J Indian Soc Periodontol ; 22(3): 209-214, 2018.
Artigo em Inglês | MEDLINE | ID: mdl-29962699

RESUMO

BACKGROUND: The crevicular fluid contains biomarkers that allow the identification of periodontal disease, anticipation of its risk, and prediction of its progression. PURPOSE: The purpose of this study is to correlate interleukin-1ß (IL-1ß) and matrix metalloproteinase-1 (MMP-1) levels in crevicular fluid with periodontal disease severity in schoolchildren. METHODS: A cross-sectional study was conducted in 82 schoolchildren between 9 and 12 years. The biofilm percentage, attachment level, gingival recession, dental calculus, and bleeding on probing were measured in the teeth 16, 26, 36, 41, and 46. These five parameters obtained were considered to propose a disease score between 0 and 10 points. In crevicular fluid from the tooth with the highest score, IL-1ß and MMP-1 levels were measured. RESULTS: According to the proposed score, mild gingivitis was identified in 20 schoolchildren, moderate gingivitis in 30, and severe gingivitis in 32. Biofilm percentage, IL-1ß, and MMP-1 levels increased as the severity of the disease increase.

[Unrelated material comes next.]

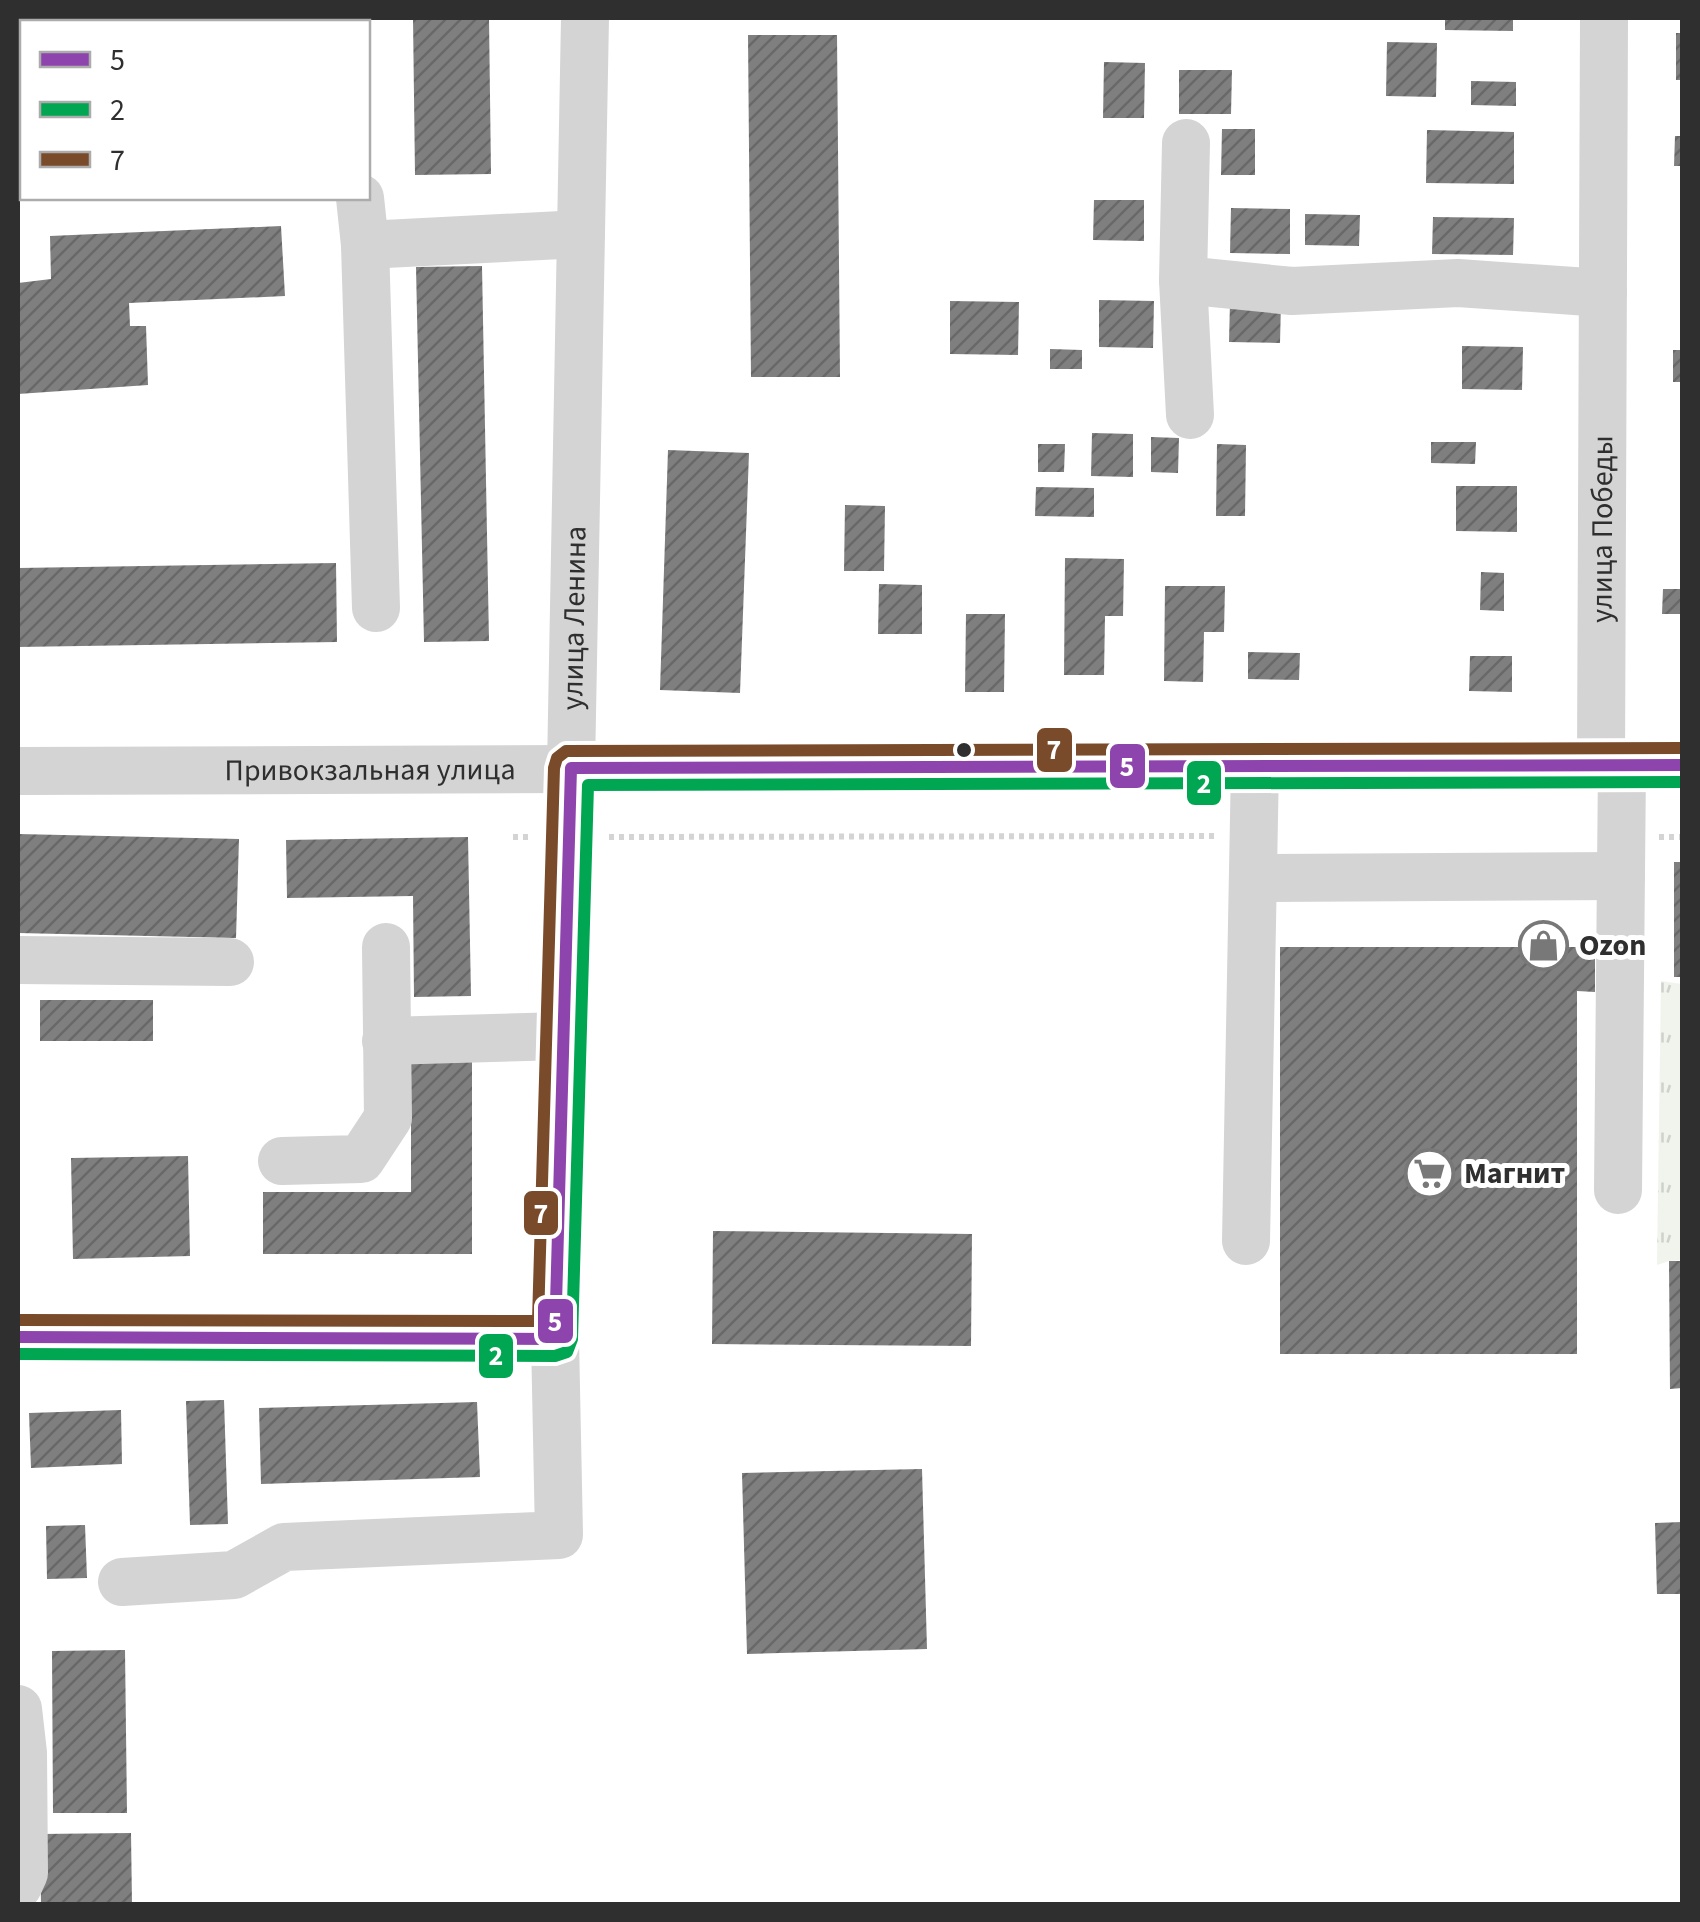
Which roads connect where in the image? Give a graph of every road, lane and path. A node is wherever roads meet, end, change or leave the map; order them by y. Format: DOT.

The mean and 95% confidence interval were 23.2 pg/µl (18.6-27.7), 37.3 pg/µl (27.8-46.9), and 44.6 pg/µl (34.4-58.8) (P = 0.01) for IL-1ß and 2.69 mol/min (2.51-2.87), 4.43 mol/min (3.9-4.95), and 5.59 mol/min (4.81-6.38) (P < 0.001) for MMP-1 in each group, respectively. The proposed clinical score correlated with biofilm percentage (r = 0.63), IL-1ß (r = 0.50), and MMP-1 (0.45) levels, P < 0.001 in all cases. CONCLUSIONS: The proposed clinical score for periodontal disease in children correlated with percentage of biofilm, IL-1ß, and MMP-1 levels.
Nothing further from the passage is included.